**TASK INPUT**
§ §
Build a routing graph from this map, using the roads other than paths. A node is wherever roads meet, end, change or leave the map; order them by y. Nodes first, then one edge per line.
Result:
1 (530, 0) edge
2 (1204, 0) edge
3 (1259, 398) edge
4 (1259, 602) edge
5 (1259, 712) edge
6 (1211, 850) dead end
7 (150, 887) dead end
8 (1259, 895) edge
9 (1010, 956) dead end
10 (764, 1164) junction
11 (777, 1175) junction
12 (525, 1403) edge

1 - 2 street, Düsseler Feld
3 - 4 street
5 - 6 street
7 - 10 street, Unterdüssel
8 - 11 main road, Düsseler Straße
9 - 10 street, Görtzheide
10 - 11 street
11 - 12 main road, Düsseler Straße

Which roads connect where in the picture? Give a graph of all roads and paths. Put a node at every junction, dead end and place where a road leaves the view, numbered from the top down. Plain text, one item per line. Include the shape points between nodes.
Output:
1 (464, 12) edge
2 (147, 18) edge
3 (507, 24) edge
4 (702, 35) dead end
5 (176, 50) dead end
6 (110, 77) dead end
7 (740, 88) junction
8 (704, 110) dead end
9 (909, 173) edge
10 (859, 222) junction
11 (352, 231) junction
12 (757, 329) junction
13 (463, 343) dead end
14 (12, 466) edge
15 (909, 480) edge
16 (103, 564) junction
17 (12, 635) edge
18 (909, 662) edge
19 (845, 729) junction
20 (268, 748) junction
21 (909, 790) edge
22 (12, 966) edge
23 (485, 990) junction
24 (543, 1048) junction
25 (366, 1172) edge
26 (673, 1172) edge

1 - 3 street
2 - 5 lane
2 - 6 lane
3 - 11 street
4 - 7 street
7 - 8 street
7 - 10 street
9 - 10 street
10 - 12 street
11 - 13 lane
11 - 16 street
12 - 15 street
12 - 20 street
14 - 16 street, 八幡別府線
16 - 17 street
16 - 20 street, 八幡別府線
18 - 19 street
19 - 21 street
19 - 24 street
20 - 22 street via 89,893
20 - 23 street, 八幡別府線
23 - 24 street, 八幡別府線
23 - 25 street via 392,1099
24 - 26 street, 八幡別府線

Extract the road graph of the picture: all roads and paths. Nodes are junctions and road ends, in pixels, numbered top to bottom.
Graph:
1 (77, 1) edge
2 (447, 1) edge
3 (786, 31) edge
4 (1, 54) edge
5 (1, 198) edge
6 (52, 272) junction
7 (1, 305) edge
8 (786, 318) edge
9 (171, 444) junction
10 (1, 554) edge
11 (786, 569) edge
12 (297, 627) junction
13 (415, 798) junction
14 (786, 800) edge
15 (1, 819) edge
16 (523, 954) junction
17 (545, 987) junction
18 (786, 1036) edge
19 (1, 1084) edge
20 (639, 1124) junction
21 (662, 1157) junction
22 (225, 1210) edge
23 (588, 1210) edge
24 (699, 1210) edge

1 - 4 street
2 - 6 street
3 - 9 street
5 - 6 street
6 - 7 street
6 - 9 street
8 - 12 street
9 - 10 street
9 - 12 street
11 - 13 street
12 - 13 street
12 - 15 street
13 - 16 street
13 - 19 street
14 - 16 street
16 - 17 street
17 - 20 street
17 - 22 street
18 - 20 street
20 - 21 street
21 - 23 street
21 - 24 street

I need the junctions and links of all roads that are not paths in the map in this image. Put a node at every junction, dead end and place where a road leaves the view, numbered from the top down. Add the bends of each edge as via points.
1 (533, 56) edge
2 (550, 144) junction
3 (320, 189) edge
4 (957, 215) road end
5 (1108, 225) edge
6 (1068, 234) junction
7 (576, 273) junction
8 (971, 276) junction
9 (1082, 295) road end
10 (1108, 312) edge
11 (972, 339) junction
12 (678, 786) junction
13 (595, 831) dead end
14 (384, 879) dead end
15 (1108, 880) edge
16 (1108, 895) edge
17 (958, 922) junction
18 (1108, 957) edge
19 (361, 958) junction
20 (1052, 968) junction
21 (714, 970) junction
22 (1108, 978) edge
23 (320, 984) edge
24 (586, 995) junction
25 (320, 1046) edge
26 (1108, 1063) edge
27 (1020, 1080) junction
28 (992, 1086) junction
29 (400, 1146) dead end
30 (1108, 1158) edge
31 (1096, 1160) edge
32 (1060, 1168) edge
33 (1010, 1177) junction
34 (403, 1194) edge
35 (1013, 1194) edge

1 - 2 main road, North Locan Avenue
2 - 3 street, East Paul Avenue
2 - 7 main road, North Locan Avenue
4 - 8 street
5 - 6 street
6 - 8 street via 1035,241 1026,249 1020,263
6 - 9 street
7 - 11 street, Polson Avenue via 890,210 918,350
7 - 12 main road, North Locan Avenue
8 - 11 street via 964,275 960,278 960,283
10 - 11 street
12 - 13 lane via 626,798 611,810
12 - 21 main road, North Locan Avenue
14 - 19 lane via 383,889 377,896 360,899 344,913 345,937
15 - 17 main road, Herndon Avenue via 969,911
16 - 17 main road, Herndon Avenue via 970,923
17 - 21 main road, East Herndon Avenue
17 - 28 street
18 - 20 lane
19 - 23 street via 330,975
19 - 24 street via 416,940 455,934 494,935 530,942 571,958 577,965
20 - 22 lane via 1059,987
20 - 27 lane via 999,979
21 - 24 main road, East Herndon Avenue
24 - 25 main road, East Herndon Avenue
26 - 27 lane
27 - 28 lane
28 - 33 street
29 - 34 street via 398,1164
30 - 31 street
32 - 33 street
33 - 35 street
§ §
**PROBLEM TO WORK ON**
Repeat each line above exactly as written.

**ANSWER TO THE PROBLEM**
Build a routing graph from this map, using the roads other than paths. A node is wherever roads meet, end, change or leave the map; order them by y. Nodes first, then one edge per line.
Result:
1 (530, 0) edge
2 (1204, 0) edge
3 (1259, 398) edge
4 (1259, 602) edge
5 (1259, 712) edge
6 (1211, 850) dead end
7 (150, 887) dead end
8 (1259, 895) edge
9 (1010, 956) dead end
10 (764, 1164) junction
11 (777, 1175) junction
12 (525, 1403) edge

1 - 2 street, Düsseler Feld
3 - 4 street
5 - 6 street
7 - 10 street, Unterdüssel
8 - 11 main road, Düsseler Straße
9 - 10 street, Görtzheide
10 - 11 street
11 - 12 main road, Düsseler Straße

Which roads connect where in the picture? Give a graph of all roads and paths. Put a node at every junction, dead end and place where a road leaves the view, numbered from the top down. Plain text, one item per line. Include the shape points between nodes.
Output:
1 (464, 12) edge
2 (147, 18) edge
3 (507, 24) edge
4 (702, 35) dead end
5 (176, 50) dead end
6 (110, 77) dead end
7 (740, 88) junction
8 (704, 110) dead end
9 (909, 173) edge
10 (859, 222) junction
11 (352, 231) junction
12 (757, 329) junction
13 (463, 343) dead end
14 (12, 466) edge
15 (909, 480) edge
16 (103, 564) junction
17 (12, 635) edge
18 (909, 662) edge
19 (845, 729) junction
20 (268, 748) junction
21 (909, 790) edge
22 (12, 966) edge
23 (485, 990) junction
24 (543, 1048) junction
25 (366, 1172) edge
26 (673, 1172) edge

1 - 3 street
2 - 5 lane
2 - 6 lane
3 - 11 street
4 - 7 street
7 - 8 street
7 - 10 street
9 - 10 street
10 - 12 street
11 - 13 lane
11 - 16 street
12 - 15 street
12 - 20 street
14 - 16 street, 八幡別府線
16 - 17 street
16 - 20 street, 八幡別府線
18 - 19 street
19 - 21 street
19 - 24 street
20 - 22 street via 89,893
20 - 23 street, 八幡別府線
23 - 24 street, 八幡別府線
23 - 25 street via 392,1099
24 - 26 street, 八幡別府線

Extract the road graph of the picture: all roads and paths. Nodes are junctions and road ends, in pixels, numbered top to bottom.
Graph:
1 (77, 1) edge
2 (447, 1) edge
3 (786, 31) edge
4 (1, 54) edge
5 (1, 198) edge
6 (52, 272) junction
7 (1, 305) edge
8 (786, 318) edge
9 (171, 444) junction
10 (1, 554) edge
11 (786, 569) edge
12 (297, 627) junction
13 (415, 798) junction
14 (786, 800) edge
15 (1, 819) edge
16 (523, 954) junction
17 (545, 987) junction
18 (786, 1036) edge
19 (1, 1084) edge
20 (639, 1124) junction
21 (662, 1157) junction
22 (225, 1210) edge
23 (588, 1210) edge
24 (699, 1210) edge

1 - 4 street
2 - 6 street
3 - 9 street
5 - 6 street
6 - 7 street
6 - 9 street
8 - 12 street
9 - 10 street
9 - 12 street
11 - 13 street
12 - 13 street
12 - 15 street
13 - 16 street
13 - 19 street
14 - 16 street
16 - 17 street
17 - 20 street
17 - 22 street
18 - 20 street
20 - 21 street
21 - 23 street
21 - 24 street

I need the junctions and links of all roads that are not paths in the map in this image. Put a node at every junction, dead end and place where a road leaves the view, numbered from the top down. Add the bends of each edge as via points.
1 (533, 56) edge
2 (550, 144) junction
3 (320, 189) edge
4 (957, 215) road end
5 (1108, 225) edge
6 (1068, 234) junction
7 (576, 273) junction
8 (971, 276) junction
9 (1082, 295) road end
10 (1108, 312) edge
11 (972, 339) junction
12 (678, 786) junction
13 (595, 831) dead end
14 (384, 879) dead end
15 (1108, 880) edge
16 (1108, 895) edge
17 (958, 922) junction
18 (1108, 957) edge
19 (361, 958) junction
20 (1052, 968) junction
21 (714, 970) junction
22 (1108, 978) edge
23 (320, 984) edge
24 (586, 995) junction
25 (320, 1046) edge
26 (1108, 1063) edge
27 (1020, 1080) junction
28 (992, 1086) junction
29 (400, 1146) dead end
30 (1108, 1158) edge
31 (1096, 1160) edge
32 (1060, 1168) edge
33 (1010, 1177) junction
34 (403, 1194) edge
35 (1013, 1194) edge

1 - 2 main road, North Locan Avenue
2 - 3 street, East Paul Avenue
2 - 7 main road, North Locan Avenue
4 - 8 street
5 - 6 street
6 - 8 street via 1035,241 1026,249 1020,263
6 - 9 street
7 - 11 street, Polson Avenue via 890,210 918,350
7 - 12 main road, North Locan Avenue
8 - 11 street via 964,275 960,278 960,283
10 - 11 street
12 - 13 lane via 626,798 611,810
12 - 21 main road, North Locan Avenue
14 - 19 lane via 383,889 377,896 360,899 344,913 345,937
15 - 17 main road, Herndon Avenue via 969,911
16 - 17 main road, Herndon Avenue via 970,923
17 - 21 main road, East Herndon Avenue
17 - 28 street
18 - 20 lane
19 - 23 street via 330,975
19 - 24 street via 416,940 455,934 494,935 530,942 571,958 577,965
20 - 22 lane via 1059,987
20 - 27 lane via 999,979
21 - 24 main road, East Herndon Avenue
24 - 25 main road, East Herndon Avenue
26 - 27 lane
27 - 28 lane
28 - 33 street
29 - 34 street via 398,1164
30 - 31 street
32 - 33 street
33 - 35 street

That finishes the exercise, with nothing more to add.